Monitoring Permafrost as a Means of Improving Sustainability

Photo: Makovnev Afanasii/

Monitoring Permafrost as a Means of Improving Sustainability

The Siberian Branch of the Russian Academy of Sciences has launched a comprehensive permafrost study in the Norilsk Area, Taimyr, Krasnoyarsk Kray.

As part of the study, the team of researchers has installed 50 sensors in the ground that will measure permafrost temperature at various depths six times a day on a yearly basis. Ground temperatures are to be monitored during several years.

Among the study’s goals is to estimate the duration of the frostless period and calculate the sum of bioactive temperatures typical for the soils in question, which is crucial in terms of assessing the permafrost integrity. The study will also focus on finding out whether climate changes in the area occur in cycles, and whether or not they are caused by human activity.

A similar study kicked off in the Yamal-Nenets Autonomous District of Russia in 2020. The RAS believes that comparing their results will help better understand the way climate changes in Taimyr.
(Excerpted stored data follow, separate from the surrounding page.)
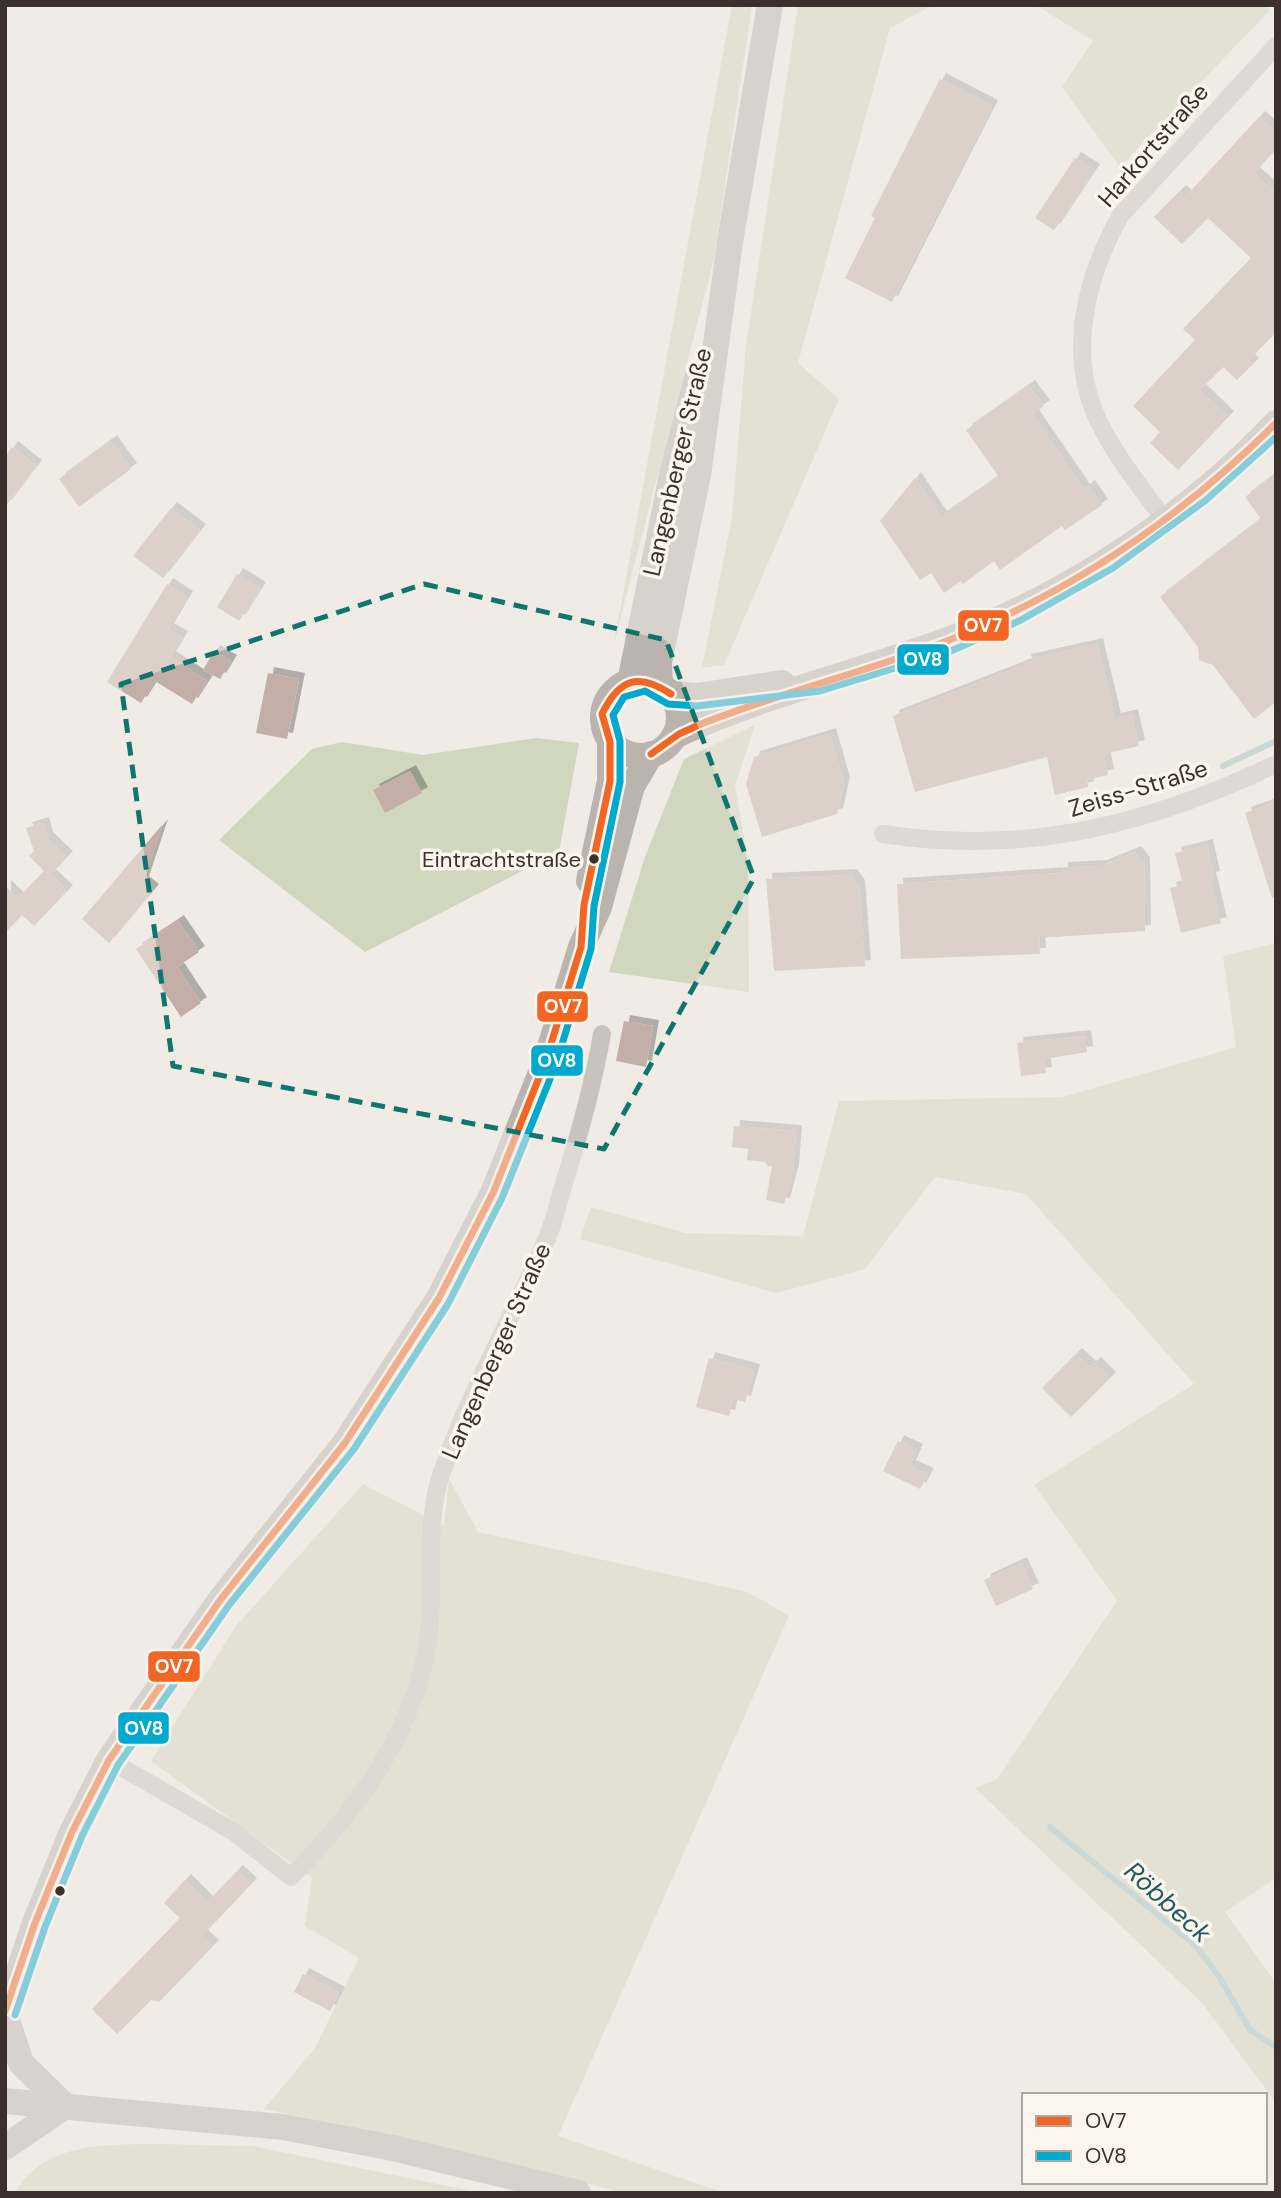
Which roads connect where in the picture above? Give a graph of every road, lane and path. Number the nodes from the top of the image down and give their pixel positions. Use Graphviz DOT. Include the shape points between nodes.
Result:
graph roads {
  1 [pos="770,5"];
  2 [pos="1276,46"];
  3 [pos="730,242"];
  4 [pos="1276,423"];
  5 [pos="1164,519"];
  6 [pos="819,681"];
  7 [pos="630,682"];
  8 [pos="665,690"];
  9 [pos="674,736"];
  10 [pos="610,742"];
  11 [pos="651,754"];
  12 [pos="1276,764"];
  13 [pos="883,835"];
  14 [pos="581,947"];
  15 [pos="602,1034"];
  16 [pos="109,1760"];
  17 [pos="5,2013"];
  18 [pos="5,2101"];
  19 [pos="65,2106"];
  20 [pos="5,2147"];
  21 [pos="578,2193"];
  1 -- 3 [label="main road, Langenberger Straße"];
  2 -- 5 [label="street, Harkortstraße" via="1120,216 1103,246 1083,316 1085,375 1093,410"];
  3 -- 7 [label="main road, Langenberger Straße" via="673,470"];
  3 -- 8 [label="main road, Langenberger Straße" via="698,475 659,662"];
  4 -- 5 [label="main road"];
  5 -- 6 [label="main road" via="1107,560 1014,612 947,641"];
  6 -- 8 [label="main road" via="697,696"];
  6 -- 9 [label="main road"];
  7 -- 8 [label="main road" via="645,680"];
  7 -- 10 [label="main road" via="617,688 603,713"];
  8 -- 9 [label="main road" via="679,707"];
  9 -- 11 [label="main road"];
  10 -- 11 [label="main road" via="636,756"];
  10 -- 14 [label="main road" via="610,780 584,905"];
  11 -- 14 [label="main road" via="632,786 599,907"];
  12 -- 13 [label="street, Zeiss-Straße" via="1181,805 1069,835 1009,842 923,841"];
  14 -- 16 [label="main road" via="546,1060 493,1193 439,1298 345,1443 220,1599"];
  15 -- 16 [label="street, Langenberger Straße" via="593,1086 547,1241 478,1382 440,1477 429,1626 416,1688 389,1756 291,1877 234,1832"];
  16 -- 17 [label="main road" via="72,1832"];
  17 -- 19 [label="main road" via="20,2063"];
  18 -- 19 [label="main road"];
  19 -- 20 [label="main road"];
  19 -- 21 [label="main road" via="283,2127 393,2148"];
}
Studies like this are of utmost importance for the High North.

At present, the Arctic is an arena of both global climate change and the rapid expansion of mineral exploration, mining and industrial production. Permafrost thawing creates in the High North a new climate reality, putting the structures built there at risk of collapsing. In this light, the likelihood of emergency situations has all chances to increase.

To counter the worst-case scenarios, we should be aware of the processes affecting permafrost environments. The research efforts, including those by the RAS Siberian Branch, will help improve resilience and sustainability and reduce risks associated with the climate change and permafrost thawing.